Long-Term Test Verdict: 2005 Subaru Legacy 2.5 GT Limited
Legacy lost--or leapfrogged?
Close your eyes and think "Subaru." What do you see? Perhaps a late-model Sooby trundling across a sleety New England highway in the pit of December. Two hundred and fifty thousand miles on its odometer. Mud petrified on its flanks. A flinty Northeasterner behind the wheel who's wise enough to be driving a reliable car at a time like this.
You probably don't think of a red Legacy sedan sucking warm Southern California air into its hood-mounted air scoop as it turbocharges past startled BMWs beneath the sunshine and blurring palm trees of L.A. traffic. The car? Our long-term 2005 Subaru Legacy GT, which we've finally handed back to Subaru high command after completing its year-long suffering at the hands of hedonistic Motor Trend staffers who only know New Hampshire winters from Thomas Kincade postcards. All we're left with are 18,000 miles of anecdotes--and this question: Has Subaru lost its flinty Northeasterner soul, going for the performance gusto?
The Legacy GT had been an appealing proposition since its inception. Take a sturdy all-wheel-drive foundation dressed in casual-attire bodywork and quicken the pulse while keeping the visual impact faint enough not to give away the game when glimpsed in a rearview mirror.

That word "faint" tended to crop up quite a bit in response to our 2005 edition's $30,270 out-the-door price, which included a $575 destination charge and a single, $1200 manumatic transmission option. Yikes! Thirty grand for a four-cylinder Subaru? Who do you think you are, Mr. Legacy? A Lexus? Early in the car's stay, the sentiment was a drumbeat in the logbook: "$30,000-plus for a Subaru that doesn't say STi on the trunklid?" "My only gripe is the Legacy's as-tested sticker price is maybe $2000 above what I'd expect." "The price is risky. It's not much of a stretch to more premium nameplates like Acura's TSX or Saab's 9-3--although neither of them offers 250 horses and all-wheel drive."

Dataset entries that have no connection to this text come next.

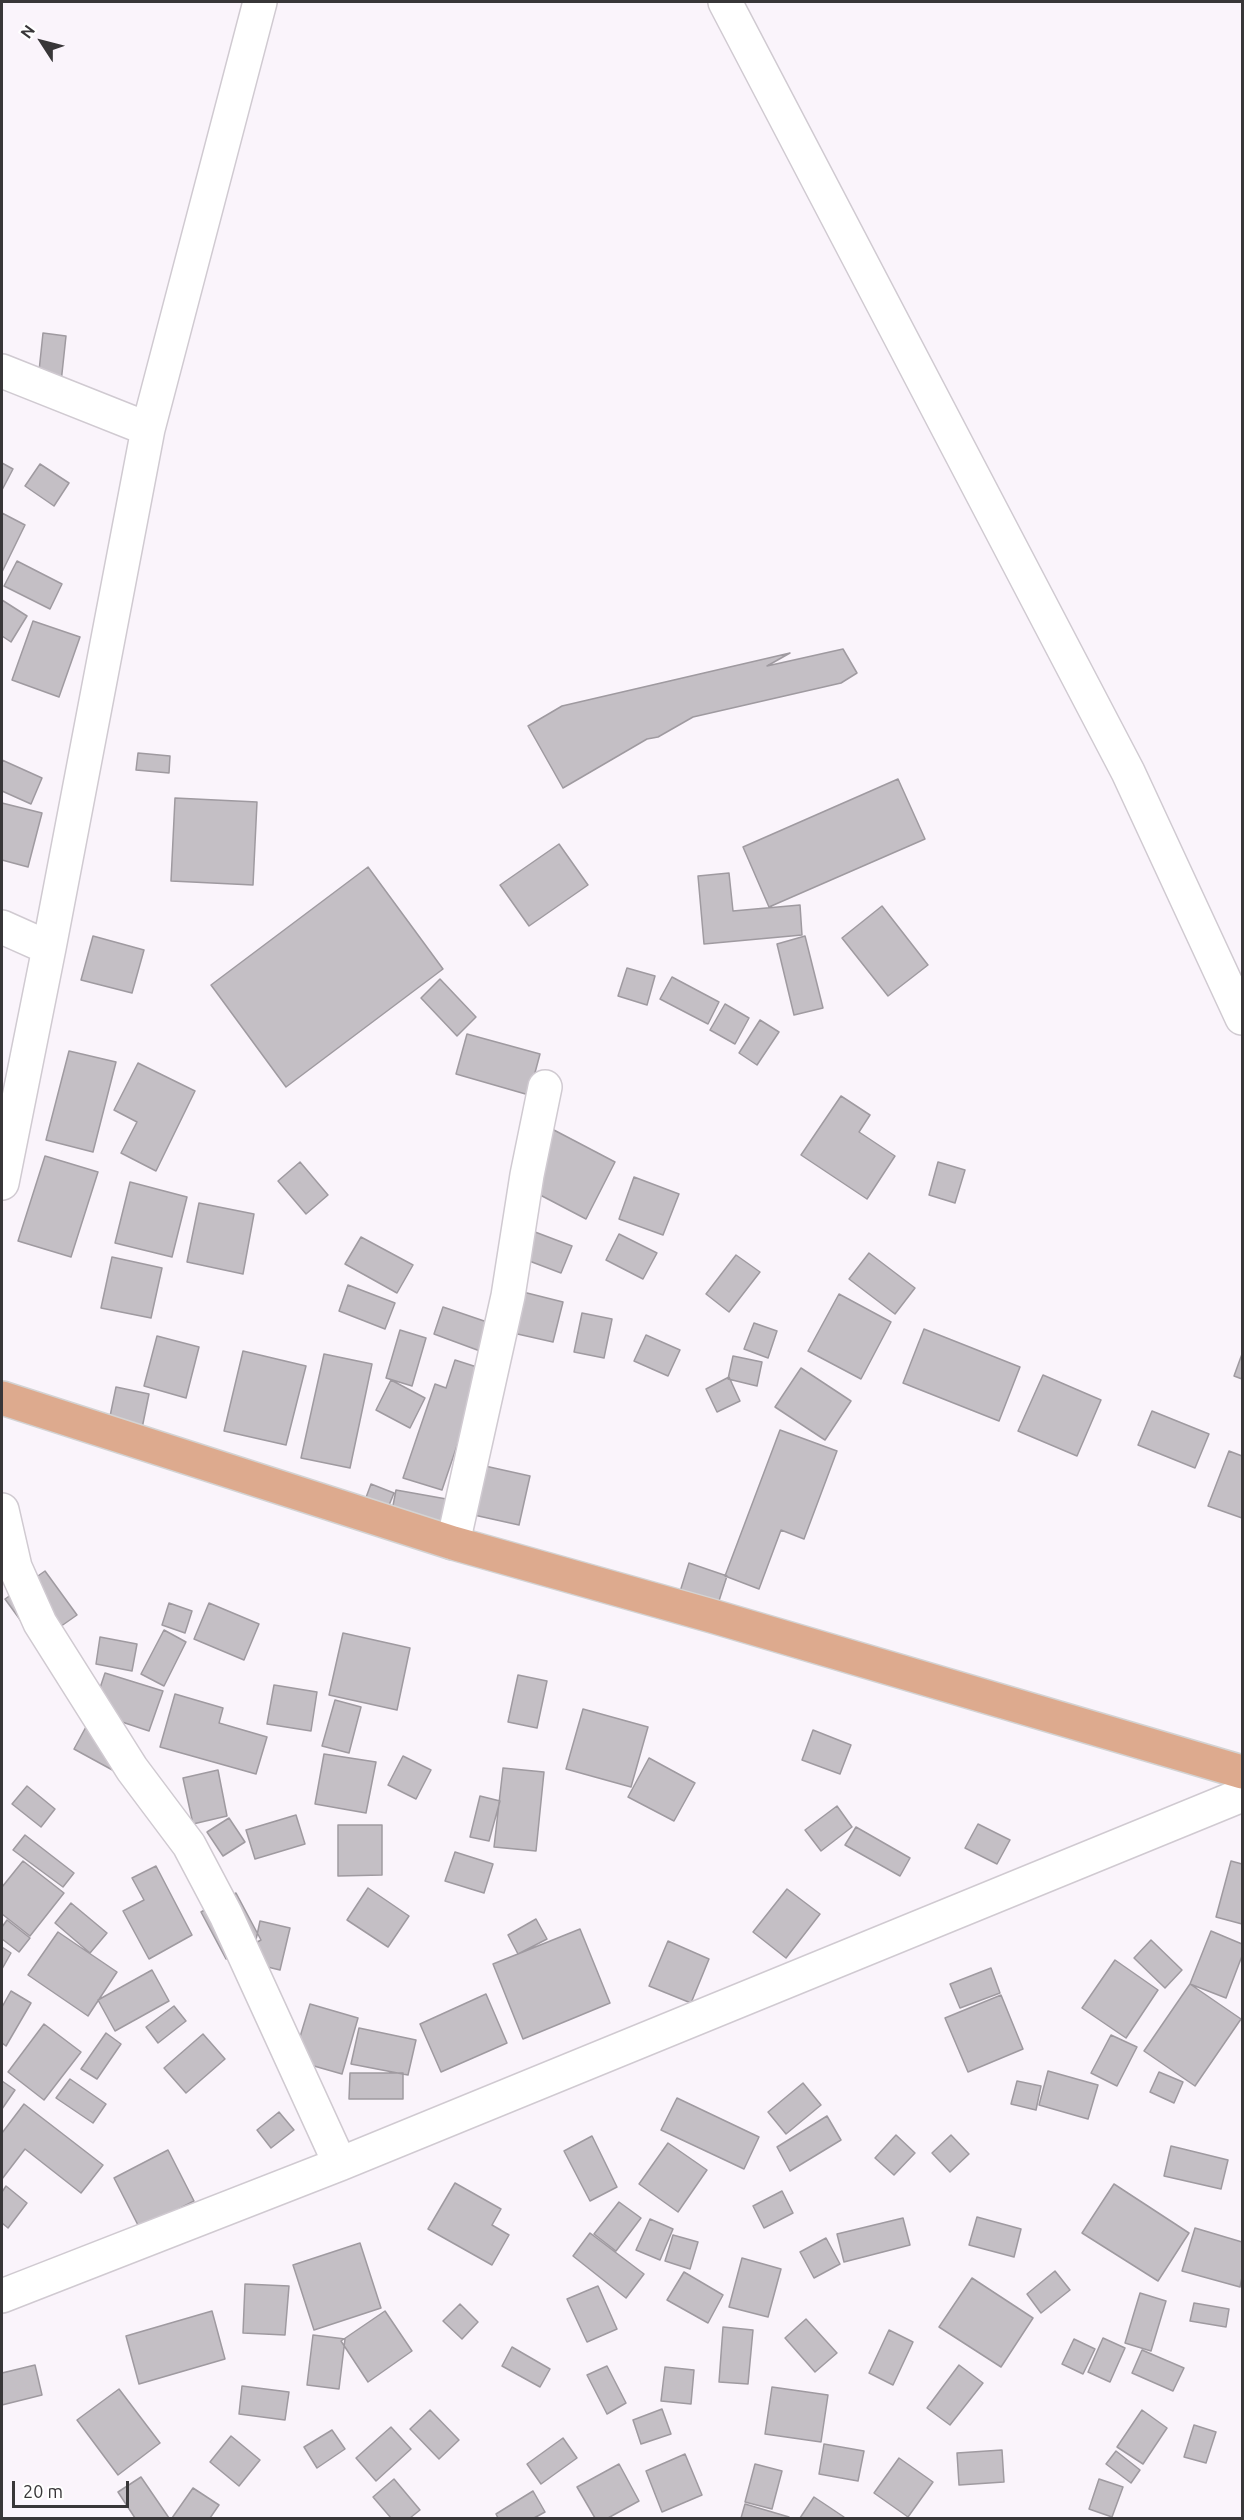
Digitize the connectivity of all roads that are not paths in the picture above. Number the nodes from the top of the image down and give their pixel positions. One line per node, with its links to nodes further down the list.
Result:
1 (260, 2): 4 (street)
2 (725, 2): 7 (street)
3 (2, 371): 4 (street)
4 (148, 429): 6 (street)
5 (2, 927): 6 (street)
6 (49, 948): 9 (street)
7 (1242, 1018)
8 (545, 1087): 12 (street)
9 (2, 1183)
10 (2, 1398): 12 (main road)
11 (2, 1510): 15 (street)
12 (453, 1543): 13 (main road)
13 (1242, 1772)
14 (1242, 1795): 15 (street)
15 (340, 2164): 16 (street)
16 (2, 2296)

That last point reminds us that, if you scratch beneath the GT's low-key looks, you'll find a machine unusually chockablock with interesting technical content, such as a boxer-configuration engine with variable-valve timing and an air-to-air intercooled turbocharger; a five-speed automatic directed by three shift strategies, or alternately, manumatic shift buttons a finger reach away on the wheel's spokes; and, of course, Fuji Heavy Industries's renowned AWD that variably distributes the engine's potential 250 pound-feet of torque to four stylish, 17x7.0-inch aluminum wheels.
All in all, a hardware tally worthy of the sticker price. And an interior upgrade that takes a Monty Python giant step toward Lexus levels of cosseting, including a moonroof, eight-way power driver's seat, leather-wrapped seats, steering wheel and shifter, and a six-CD in-dash player--and all assembled to a premium grade of fit and finish. Except, perhaps, for our GT's single trouble spot: the dual-zone climate-control system.
On a drive back to the L.A. basin from a Dave Matthews concert in San Francisco, the climate control suddenly went bipolar, flipping the temperature back and forth between hot and cold. This was brought to a mechanic's attention at the car's 15,000-mile service, where we were waved off with the ridiculous explanation that they all do that. Fortunately, at the next visit the problem was solved, with a tip from a reader who'd experienced the same temperature flip-flopping while driving on, strangely enough, the very same piece of roadway. So if you're driving from San Fran to L.A. and your climate control gets flippy, tell the mechanic to check the rpm sensor on the A/C's compressor.